It's during the second commercial break that the real point of the movie finally hit me, and I watched the rest of the film in a sort of numbed awe at exactly what the filmmakers were getting away with. In the second faux-commercial break there's a top-notch parody of a Devry Institute type commercial for the Cartwright Institute for the study of Freedom Illnesses first, and then something that blew my fucking mind. A twangy bluegrass song plays over shots of terrified shirtless black men running down an alley and getting thrown to the ground by beefy white guys in windbreakers who point guns at their heads. Sure, in the faked commercial the theme song has the lyrics "Run boy run, we're gonna come and get''cha" instead of "what'cha gonna do when we come for you", and of course the Confederate version of COPS wouldn't have a reggae theme in a million years. The windbreakers and T-shirts on all the arresting officers have "CBI" on the back in huge white letters as well. None of those details matter. What Kevin Wilmott is saying over the whole film is that the Confederate flag is waving over the White House in his made-up timeline, yes, but judging from mass media in America as we're living in it now, it might as well have been up there the entire time in our world as well.

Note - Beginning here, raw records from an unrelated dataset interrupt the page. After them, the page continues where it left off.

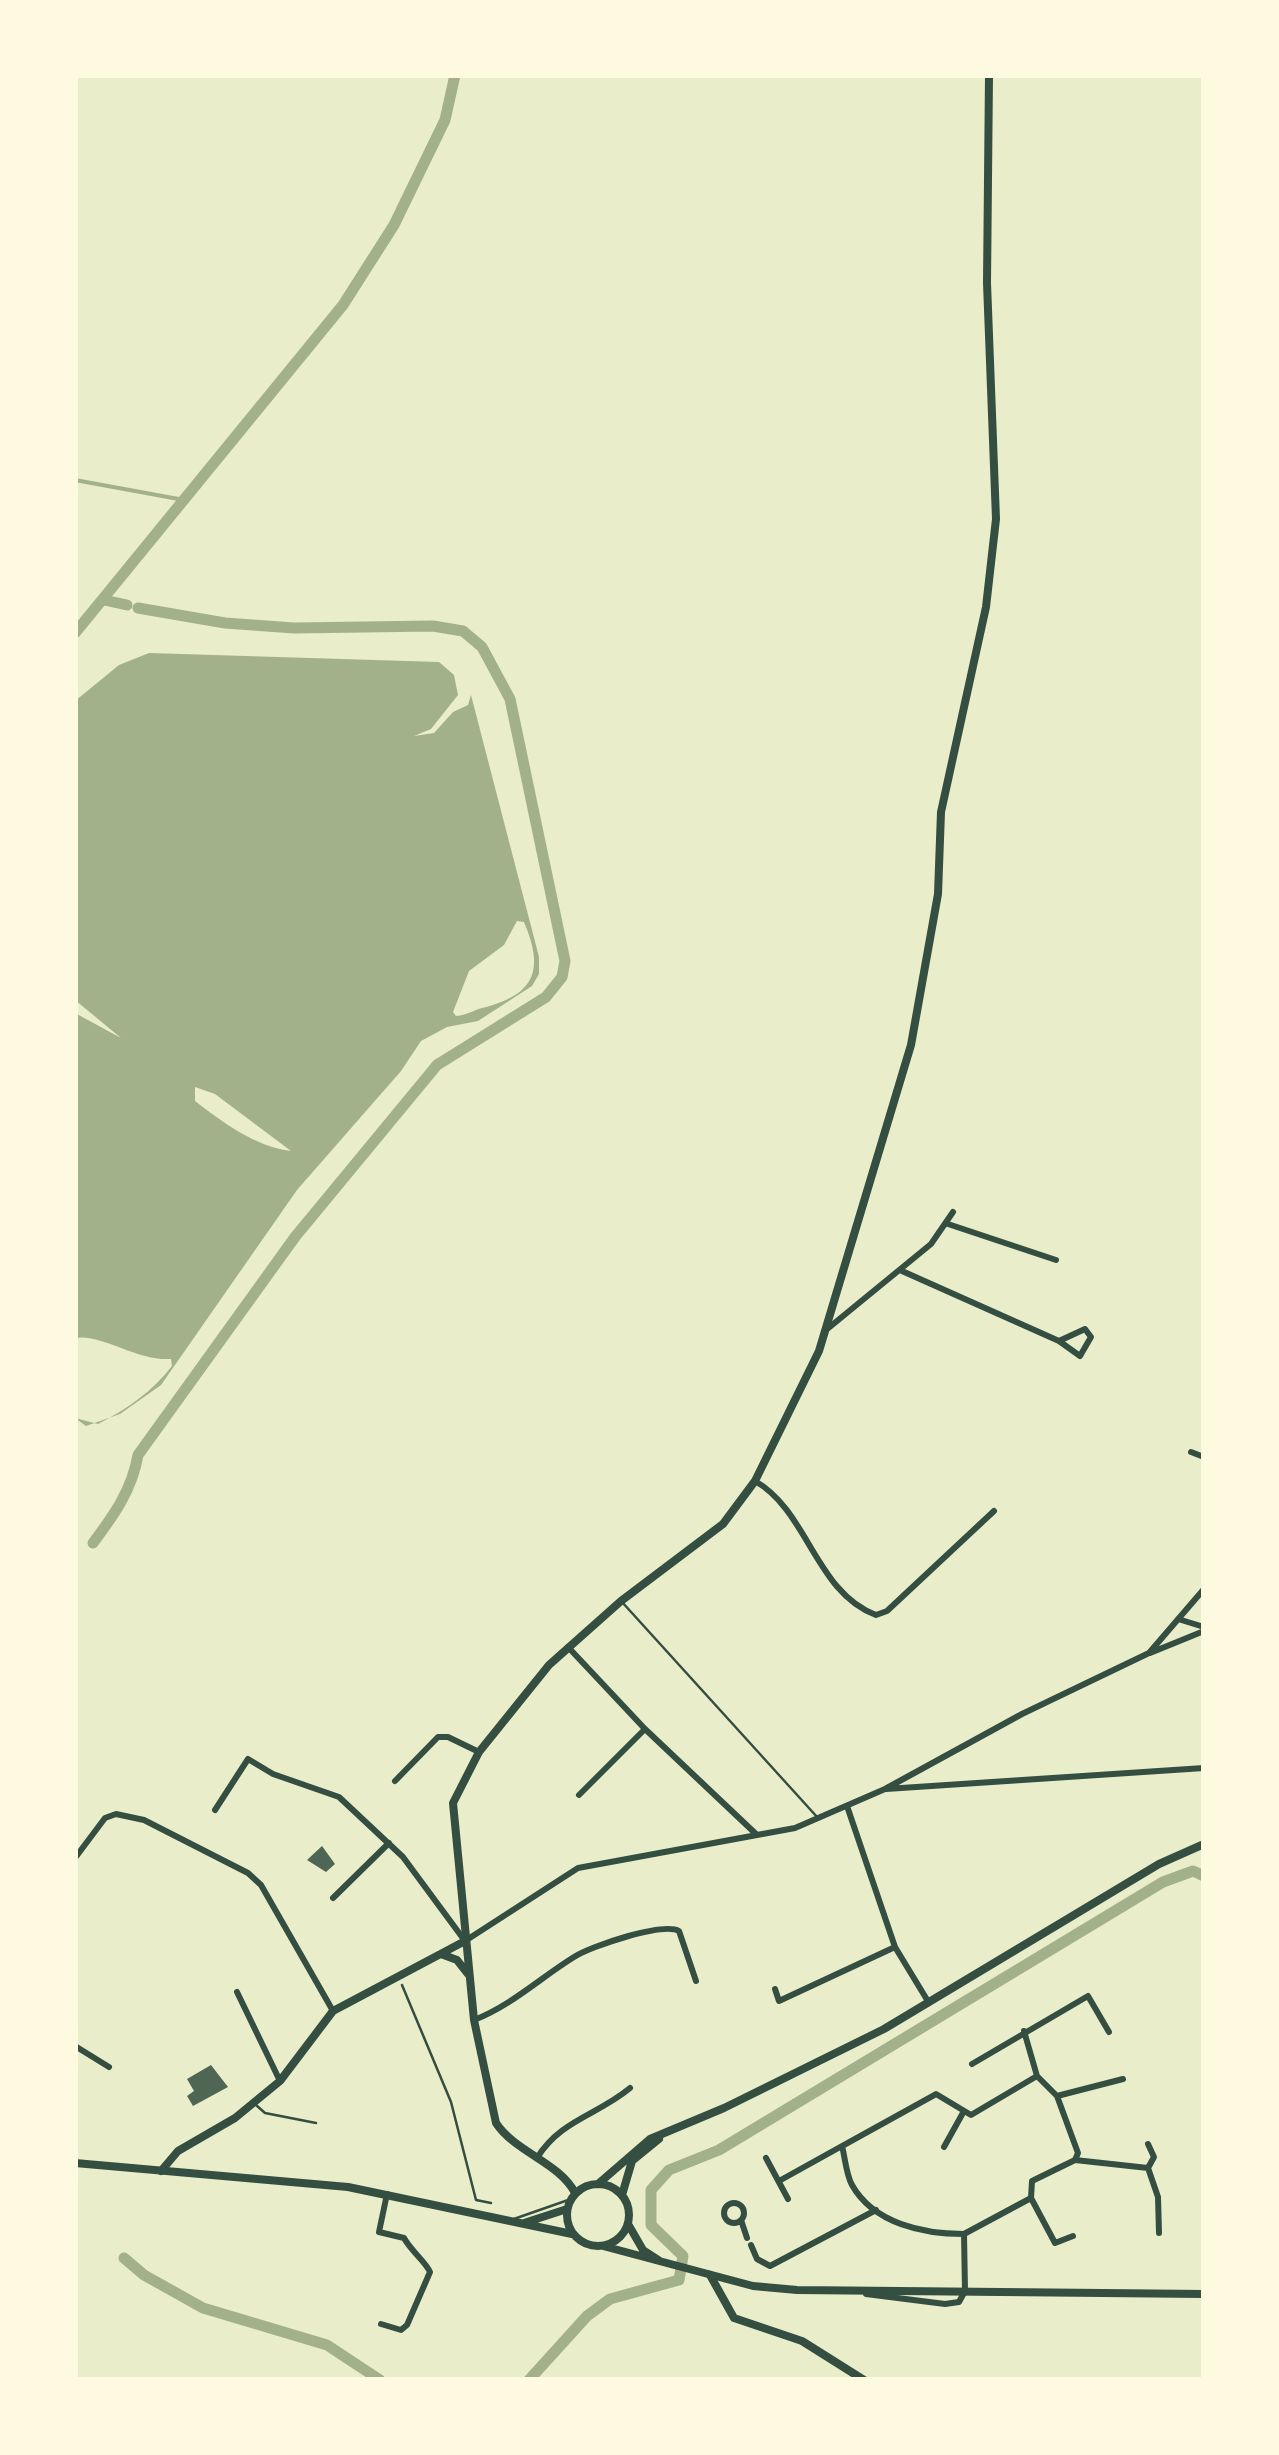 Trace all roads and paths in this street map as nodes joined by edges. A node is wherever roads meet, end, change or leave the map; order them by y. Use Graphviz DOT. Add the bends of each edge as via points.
graph roads {
  1 [pos="990,75"];
  2 [pos="953,1212"];
  3 [pos="948,1224"];
  4 [pos="1056,1260"];
  5 [pos="902,1270"];
  6 [pos="826,1330"];
  7 [pos="1058,1341"];
  8 [pos="1191,1452"];
  9 [pos="1204,1458"];
  10 [pos="756,1481"];
  11 [pos="994,1511"];
  12 [pos="1204,1589"];
  13 [pos="621,1601"];
  14 [pos="1178,1619"];
  15 [pos="1204,1629"];
  16 [pos="568,1647"];
  17 [pos="1148,1653"];
  18 [pos="645,1729"];
  19 [pos="479,1752"];
  20 [pos="1204,1768"];
  21 [pos="396,1781"];
  22 [pos="884,1790"];
  23 [pos="580,1795"];
  24 [pos="847,1806"];
  25 [pos="215,1810"];
  26 [pos="819,1818"];
  27 [pos="757,1835"];
  28 [pos="389,1843"];
  29 [pos="1204,1844"];
  30 [pos="75,1858"];
  31 [pos="333,1898"];
  32 [pos="465,1941"];
  33 [pos="895,1947"];
  34 [pos="441,1954"];
  35 [pos="470,1976"];
  36 [pos="399,1978"];
  37 [pos="696,1981"];
  38 [pos="774,1990"];
  39 [pos="237,1992"];
  40 [pos="929,2003"];
  41 [pos="333,2011"];
  42 [pos="474,2020"];
  43 [pos="1024,2031"];
  44 [pos="1109,2032"];
  45 [pos="75,2046"];
  46 [pos="972,2064"];
  47 [pos="110,2067"];
  48 [pos="1037,2076"];
  49 [pos="1123,2079"];
  50 [pos="280,2080"];
  51 [pos="630,2088"];
  52 [pos="1056,2096"];
  53 [pos="254,2104"];
  54 [pos="964,2111"];
  55 [pos="316,2123"];
  56 [pos="665,2134"];
  57 [pos="1148,2144"];
  58 [pos="842,2146"];
  59 [pos="944,2147"];
  60 [pos="766,2158"];
  61 [pos="536,2159"];
  62 [pos="1075,2160"];
  63 [pos="75,2164"];
  64 [pos="1148,2168"];
  65 [pos="161,2172"];
  66 [pos="780,2181"];
  67 [pos="598,2184"];
  68 [pos="387,2193"];
  69 [pos="622,2195"];
  70 [pos="573,2196"];
  71 [pos="1031,2198"];
  72 [pos="788,2200"];
  73 [pos="492,2202"];
  74 [pos="567,2209"];
  75 [pos="876,2210"];
  76 [pos="741,2220"];
  77 [pos="510,2223"];
  78 [pos="628,2224"];
  79 [pos="1159,2233"];
  80 [pos="572,2234"];
  81 [pos="964,2234"];
  82 [pos="1073,2236"];
  83 [pos="603,2246"];
  84 [pos="666,2264"];
  85 [pos="710,2275"];
  86 [pos="965,2290"];
  87 [pos="1204,2294"];
  88 [pos="381,2324"];
  89 [pos="864,2380"];
  1 -- 6 [label="street" via="987,283 996,518 990,577 941,812 938,894 911,1045"];
  2 -- 3 [label="street"];
  3 -- 4 [label="street"];
  3 -- 5 [label="street"];
  5 -- 6 [label="street"];
  5 -- 7 [label="street"];
  6 -- 10 [label="street"];
  7 -- 7 [label="street" via="1085,1330 1091,1337 1080,1356"];
  8 -- 9 [label="street"];
  10 -- 11 [label="street" via="776,1495 837,1584 876,1614"];
  10 -- 13 [label="street" via="724,1524"];
  12 -- 14 [label="street"];
  13 -- 16 [label="street"];
  13 -- 26 [label="lane"];
  14 -- 15 [label="street"];
  14 -- 17 [label="street"];
  15 -- 17 [label="street"];
  16 -- 18 [label="street"];
  16 -- 19 [label="street"];
  17 -- 22 [label="street"];
  18 -- 23 [label="street"];
  18 -- 27 [label="street"];
  19 -- 21 [label="street" via="438,1738"];
  19 -- 32 [label="street" via="453,1802"];
  20 -- 22 [label="street"];
  22 -- 24 [label="street"];
  24 -- 26 [label="street"];
  24 -- 33 [label="street"];
  25 -- 28 [label="street" via="248,1759 339,1797"];
  26 -- 27 [label="street"];
  27 -- 32 [label="street" via="578,1868"];
  28 -- 31 [label="street"];
  28 -- 32 [label="street"];
  29 -- 40 [label="street" via="1159,1864"];
  30 -- 41 [label="street" via="106,1818 129,1815 248,1873"];
  32 -- 34 [label="street"];
  32 -- 35 [label="street"];
  33 -- 38 [label="street" via="779,2002"];
  33 -- 40 [label="street"];
  34 -- 35 [label="street"];
  34 -- 36 [label="street"];
  35 -- 42 [label="street"];
  36 -- 41 [label="street"];
  36 -- 73 [label="path" via="451,2102 476,2200"];
  37 -- 42 [label="street" via="679,1931 663,1926 578,1954 498,2011"];
  39 -- 50 [label="street"];
  40 -- 56 [label="street"];
  41 -- 50 [label="street"];
  42 -- 61 [label="street" via="496,2122"];
  43 -- 44 [label="street" via="1088,1996"];
  43 -- 46 [label="street"];
  43 -- 48 [label="street"];
  45 -- 47 [label="street"];
  48 -- 52 [label="street"];
  48 -- 54 [label="street" via="970,2115"];
  49 -- 52 [label="street"];
  50 -- 53 [label="street"];
  51 -- 61 [label="street" via="572,2120"];
  52 -- 62 [label="street"];
  53 -- 55 [label="lane"];
  53 -- 65 [label="street" via="178,2151"];
  54 -- 58 [label="street" via="936,2094"];
  54 -- 59 [label="street"];
  56 -- 67 [label="street" via="636,2148"];
  56 -- 69 [label="street" via="632,2161"];
  57 -- 64 [label="street" via="1154,2158"];
  58 -- 66 [label="street"];
  58 -- 75 [label="street" via="852,2184"];
  60 -- 66 [label="street"];
  61 -- 70 [label="street"];
  62 -- 64 [label="street"];
  62 -- 71 [label="street" via="1032,2182"];
  63 -- 65 [label="street"];
  64 -- 79 [label="street" via="1158,2197"];
  65 -- 68 [label="street"];
  66 -- 72 [label="street"];
  67 -- 69 [label="street"];
  67 -- 70 [label="street"];
  68 -- 77 [label="street"];
  68 -- 88 [label="street" via="380,2232 404,2238 430,2272 407,2326"];
  69 -- 78 [label="street"];
  70 -- 74 [label="street"];
  70 -- 77 [label="lane"];
  71 -- 81 [label="street"];
  71 -- 82 [label="street" via="1056,2243"];
  74 -- 77 [label="street" via="537,2222"];
  74 -- 80 [label="street"];
  75 -- 76 [label="street" via="770,2266 757,2258"];
  75 -- 81 [label="street" via="921,2234"];
  77 -- 80 [label="street"];
  78 -- 83 [label="street"];
  78 -- 84 [label="street" via="644,2250"];
  80 -- 83 [label="street"];
  81 -- 86 [label="street"];
  83 -- 84 [label="street"];
  84 -- 85 [label="street"];
  85 -- 86 [label="street" via="754,2286"];
  85 -- 89 [label="street" via="734,2318 802,2341"];
  86 -- 87 [label="street"];
}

29 minutes into the film and I finally figured out what the movie was actually about.

The rest of the movie exists on two layers at the same time; on the one hand the viewer can watch as real historical clips are recontextualized to make up a false Confederate history spanning a century and a half. On the other hand, the filmmakers are using the fiction of a brutalistic slave-owning regime to comment on things that were actually done in America; there's a segment on native Americans being sent to institutional schools to destroy their connection to their own existing culture and teach them to think and act more like white people. It's appalling to consider anyone doing it, but the viewer, watching the film's depiction of historical atrocities, suddenly is forced to confront the fact that real Americans set this system up and it's just as cruel and evil as anything the false Confederate history can provide.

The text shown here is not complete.